Data for analysis Block Start

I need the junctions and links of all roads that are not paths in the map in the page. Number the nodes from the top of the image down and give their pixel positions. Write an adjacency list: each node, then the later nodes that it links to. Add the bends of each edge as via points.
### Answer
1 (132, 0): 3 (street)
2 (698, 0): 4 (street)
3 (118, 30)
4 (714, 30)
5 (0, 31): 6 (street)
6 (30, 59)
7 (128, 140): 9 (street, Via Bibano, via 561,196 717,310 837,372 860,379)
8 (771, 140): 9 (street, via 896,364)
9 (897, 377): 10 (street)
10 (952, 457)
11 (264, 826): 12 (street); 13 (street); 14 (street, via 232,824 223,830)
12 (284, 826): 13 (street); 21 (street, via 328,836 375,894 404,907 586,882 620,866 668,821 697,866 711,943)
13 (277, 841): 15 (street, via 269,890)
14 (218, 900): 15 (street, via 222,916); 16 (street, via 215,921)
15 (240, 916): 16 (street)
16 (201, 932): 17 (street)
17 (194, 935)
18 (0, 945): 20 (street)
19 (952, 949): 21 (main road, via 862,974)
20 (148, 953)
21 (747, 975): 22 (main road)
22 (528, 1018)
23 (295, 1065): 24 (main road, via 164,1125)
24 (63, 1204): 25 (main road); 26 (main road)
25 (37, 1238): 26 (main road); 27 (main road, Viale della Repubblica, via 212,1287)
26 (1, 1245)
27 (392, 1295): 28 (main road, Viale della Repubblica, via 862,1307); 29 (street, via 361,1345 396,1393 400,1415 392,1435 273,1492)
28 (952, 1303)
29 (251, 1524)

Data for analysis Block End

**Your task**
Take the entries above and transcribe them exactly as they stand.

**Reply**
I need the junctions and links of all roads that are not paths in the map in the page. Number the nodes from the top of the image down and give their pixel positions. Write an adjacency list: each node, then the later nodes that it links to. Add the bends of each edge as via points.
### Answer
1 (132, 0): 3 (street)
2 (698, 0): 4 (street)
3 (118, 30)
4 (714, 30)
5 (0, 31): 6 (street)
6 (30, 59)
7 (128, 140): 9 (street, Via Bibano, via 561,196 717,310 837,372 860,379)
8 (771, 140): 9 (street, via 896,364)
9 (897, 377): 10 (street)
10 (952, 457)
11 (264, 826): 12 (street); 13 (street); 14 (street, via 232,824 223,830)
12 (284, 826): 13 (street); 21 (street, via 328,836 375,894 404,907 586,882 620,866 668,821 697,866 711,943)
13 (277, 841): 15 (street, via 269,890)
14 (218, 900): 15 (street, via 222,916); 16 (street, via 215,921)
15 (240, 916): 16 (street)
16 (201, 932): 17 (street)
17 (194, 935)
18 (0, 945): 20 (street)
19 (952, 949): 21 (main road, via 862,974)
20 (148, 953)
21 (747, 975): 22 (main road)
22 (528, 1018)
23 (295, 1065): 24 (main road, via 164,1125)
24 (63, 1204): 25 (main road); 26 (main road)
25 (37, 1238): 26 (main road); 27 (main road, Viale della Repubblica, via 212,1287)
26 (1, 1245)
27 (392, 1295): 28 (main road, Viale della Repubblica, via 862,1307); 29 (street, via 361,1345 396,1393 400,1415 392,1435 273,1492)
28 (952, 1303)
29 (251, 1524)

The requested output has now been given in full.